§ Entries supplied
--------

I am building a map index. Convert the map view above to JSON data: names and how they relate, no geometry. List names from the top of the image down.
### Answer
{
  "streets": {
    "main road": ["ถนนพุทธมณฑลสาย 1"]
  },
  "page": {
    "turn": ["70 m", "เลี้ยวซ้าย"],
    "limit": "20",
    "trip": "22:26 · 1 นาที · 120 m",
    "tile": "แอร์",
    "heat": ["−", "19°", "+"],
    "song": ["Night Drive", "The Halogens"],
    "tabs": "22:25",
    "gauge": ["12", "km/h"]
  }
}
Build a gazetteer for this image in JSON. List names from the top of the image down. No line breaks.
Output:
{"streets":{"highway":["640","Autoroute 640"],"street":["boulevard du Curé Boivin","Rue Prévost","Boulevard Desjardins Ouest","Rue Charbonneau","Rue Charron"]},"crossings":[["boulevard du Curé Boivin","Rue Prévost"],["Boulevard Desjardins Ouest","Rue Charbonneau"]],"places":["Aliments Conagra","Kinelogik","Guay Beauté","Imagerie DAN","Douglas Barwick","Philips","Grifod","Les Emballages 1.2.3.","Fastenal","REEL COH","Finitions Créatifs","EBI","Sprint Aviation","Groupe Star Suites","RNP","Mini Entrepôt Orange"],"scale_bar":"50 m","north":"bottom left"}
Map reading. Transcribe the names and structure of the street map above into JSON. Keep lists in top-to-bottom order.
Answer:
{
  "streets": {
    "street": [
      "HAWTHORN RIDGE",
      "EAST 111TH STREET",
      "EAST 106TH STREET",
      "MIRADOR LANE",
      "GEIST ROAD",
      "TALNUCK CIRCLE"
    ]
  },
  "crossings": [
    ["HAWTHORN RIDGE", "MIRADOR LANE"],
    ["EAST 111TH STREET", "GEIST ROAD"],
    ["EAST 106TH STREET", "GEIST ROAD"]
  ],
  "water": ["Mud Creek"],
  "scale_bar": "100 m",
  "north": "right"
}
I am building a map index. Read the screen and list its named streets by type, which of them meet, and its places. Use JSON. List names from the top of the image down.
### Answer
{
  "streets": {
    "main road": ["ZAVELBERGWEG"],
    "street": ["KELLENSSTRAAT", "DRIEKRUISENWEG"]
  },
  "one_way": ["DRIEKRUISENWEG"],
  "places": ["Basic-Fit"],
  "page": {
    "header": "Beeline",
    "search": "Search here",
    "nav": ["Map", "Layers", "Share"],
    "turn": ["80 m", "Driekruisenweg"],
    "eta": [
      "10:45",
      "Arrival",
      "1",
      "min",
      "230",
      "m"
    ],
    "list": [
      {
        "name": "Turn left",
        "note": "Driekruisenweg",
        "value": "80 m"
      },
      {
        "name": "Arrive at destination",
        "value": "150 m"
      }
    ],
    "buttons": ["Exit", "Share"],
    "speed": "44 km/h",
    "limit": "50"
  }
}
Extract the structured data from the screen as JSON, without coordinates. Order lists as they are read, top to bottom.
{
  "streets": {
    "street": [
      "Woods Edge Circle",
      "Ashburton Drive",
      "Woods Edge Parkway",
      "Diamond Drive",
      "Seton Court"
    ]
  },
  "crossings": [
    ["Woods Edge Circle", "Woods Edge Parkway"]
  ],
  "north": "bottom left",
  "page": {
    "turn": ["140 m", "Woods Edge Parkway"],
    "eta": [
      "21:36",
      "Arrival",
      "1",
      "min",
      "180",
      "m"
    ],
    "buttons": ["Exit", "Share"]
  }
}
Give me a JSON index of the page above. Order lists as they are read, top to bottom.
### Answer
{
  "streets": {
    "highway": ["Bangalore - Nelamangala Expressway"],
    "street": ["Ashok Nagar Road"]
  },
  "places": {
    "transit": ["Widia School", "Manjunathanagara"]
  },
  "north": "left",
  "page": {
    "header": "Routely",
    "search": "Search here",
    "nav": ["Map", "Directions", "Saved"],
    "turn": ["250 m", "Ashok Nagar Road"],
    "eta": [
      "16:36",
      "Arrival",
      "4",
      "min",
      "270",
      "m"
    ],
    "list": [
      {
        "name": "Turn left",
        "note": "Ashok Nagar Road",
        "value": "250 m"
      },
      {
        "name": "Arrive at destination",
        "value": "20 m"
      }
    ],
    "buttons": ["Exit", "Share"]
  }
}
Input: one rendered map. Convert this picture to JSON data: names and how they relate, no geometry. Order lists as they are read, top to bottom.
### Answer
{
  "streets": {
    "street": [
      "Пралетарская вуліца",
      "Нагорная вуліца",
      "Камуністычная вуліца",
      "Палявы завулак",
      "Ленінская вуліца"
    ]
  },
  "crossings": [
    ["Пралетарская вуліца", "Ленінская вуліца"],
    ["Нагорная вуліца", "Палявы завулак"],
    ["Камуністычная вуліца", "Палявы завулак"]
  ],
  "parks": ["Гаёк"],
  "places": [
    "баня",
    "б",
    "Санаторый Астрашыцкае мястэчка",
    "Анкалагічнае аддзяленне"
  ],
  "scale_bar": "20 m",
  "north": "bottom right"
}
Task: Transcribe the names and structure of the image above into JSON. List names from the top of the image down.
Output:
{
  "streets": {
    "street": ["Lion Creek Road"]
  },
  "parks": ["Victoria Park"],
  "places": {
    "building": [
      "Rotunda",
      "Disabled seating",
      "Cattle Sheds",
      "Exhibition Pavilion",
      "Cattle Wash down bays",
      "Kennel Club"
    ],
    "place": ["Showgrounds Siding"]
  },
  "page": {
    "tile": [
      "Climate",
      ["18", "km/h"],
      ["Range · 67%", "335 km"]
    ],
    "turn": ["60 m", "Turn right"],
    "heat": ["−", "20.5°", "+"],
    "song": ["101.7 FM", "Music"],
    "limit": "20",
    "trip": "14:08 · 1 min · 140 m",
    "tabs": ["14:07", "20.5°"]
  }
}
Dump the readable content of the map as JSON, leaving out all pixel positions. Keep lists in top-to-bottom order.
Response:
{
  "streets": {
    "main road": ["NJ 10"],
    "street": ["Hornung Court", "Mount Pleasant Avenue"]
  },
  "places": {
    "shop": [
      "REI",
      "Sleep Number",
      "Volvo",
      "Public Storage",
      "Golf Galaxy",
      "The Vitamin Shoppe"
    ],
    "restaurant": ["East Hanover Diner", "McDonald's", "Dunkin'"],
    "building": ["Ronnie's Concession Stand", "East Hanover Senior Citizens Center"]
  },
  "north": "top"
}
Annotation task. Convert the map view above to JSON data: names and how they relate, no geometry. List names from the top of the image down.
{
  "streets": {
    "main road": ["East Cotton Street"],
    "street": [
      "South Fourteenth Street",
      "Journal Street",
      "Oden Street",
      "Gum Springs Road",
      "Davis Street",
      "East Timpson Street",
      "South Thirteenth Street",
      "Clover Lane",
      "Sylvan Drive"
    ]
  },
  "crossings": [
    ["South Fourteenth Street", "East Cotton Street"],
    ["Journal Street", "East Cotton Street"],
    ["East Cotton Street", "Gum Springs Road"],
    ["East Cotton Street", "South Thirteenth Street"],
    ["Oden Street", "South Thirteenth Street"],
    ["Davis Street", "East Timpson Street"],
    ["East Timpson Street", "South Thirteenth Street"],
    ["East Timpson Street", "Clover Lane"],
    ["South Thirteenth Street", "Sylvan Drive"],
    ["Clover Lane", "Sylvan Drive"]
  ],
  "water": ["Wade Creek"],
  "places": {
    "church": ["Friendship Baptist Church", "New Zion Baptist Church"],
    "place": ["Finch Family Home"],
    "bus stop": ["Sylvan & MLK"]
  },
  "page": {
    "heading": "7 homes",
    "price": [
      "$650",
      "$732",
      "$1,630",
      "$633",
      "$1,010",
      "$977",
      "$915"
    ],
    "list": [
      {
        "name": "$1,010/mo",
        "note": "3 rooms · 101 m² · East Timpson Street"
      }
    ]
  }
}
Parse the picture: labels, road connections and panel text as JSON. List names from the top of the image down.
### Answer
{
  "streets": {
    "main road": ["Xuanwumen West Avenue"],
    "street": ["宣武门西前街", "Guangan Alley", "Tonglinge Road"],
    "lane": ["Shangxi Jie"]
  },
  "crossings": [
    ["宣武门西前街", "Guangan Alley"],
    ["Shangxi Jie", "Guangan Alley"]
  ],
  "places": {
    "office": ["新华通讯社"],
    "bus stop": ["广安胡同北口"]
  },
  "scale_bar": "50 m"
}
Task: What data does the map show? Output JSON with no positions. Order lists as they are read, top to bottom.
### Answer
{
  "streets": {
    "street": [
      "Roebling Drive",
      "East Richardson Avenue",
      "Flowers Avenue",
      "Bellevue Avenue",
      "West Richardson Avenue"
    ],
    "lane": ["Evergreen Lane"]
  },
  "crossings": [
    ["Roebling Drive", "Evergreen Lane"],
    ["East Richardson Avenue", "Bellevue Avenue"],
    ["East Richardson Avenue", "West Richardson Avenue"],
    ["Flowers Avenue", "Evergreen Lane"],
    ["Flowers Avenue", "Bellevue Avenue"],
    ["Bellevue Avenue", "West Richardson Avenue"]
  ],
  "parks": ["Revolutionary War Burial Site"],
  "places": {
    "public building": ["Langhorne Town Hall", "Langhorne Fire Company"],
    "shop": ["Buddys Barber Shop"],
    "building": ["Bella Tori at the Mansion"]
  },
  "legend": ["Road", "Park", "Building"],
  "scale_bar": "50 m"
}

--------

§ Exercise details
Could you transcribe the entries above word for word, from the line with "Input: one rendered" down to the line with "Task: Transcribe the", keeping both?

§ Solution to this problem
Input: one rendered map. Convert this picture to JSON data: names and how they relate, no geometry. Order lists as they are read, top to bottom.
### Answer
{
  "streets": {
    "street": [
      "Пралетарская вуліца",
      "Нагорная вуліца",
      "Камуністычная вуліца",
      "Палявы завулак",
      "Ленінская вуліца"
    ]
  },
  "crossings": [
    ["Пралетарская вуліца", "Ленінская вуліца"],
    ["Нагорная вуліца", "Палявы завулак"],
    ["Камуністычная вуліца", "Палявы завулак"]
  ],
  "parks": ["Гаёк"],
  "places": [
    "баня",
    "б",
    "Санаторый Астрашыцкае мястэчка",
    "Анкалагічнае аддзяленне"
  ],
  "scale_bar": "20 m",
  "north": "bottom right"
}
Task: Transcribe the names and structure of the image above into JSON. List names from the top of the image down.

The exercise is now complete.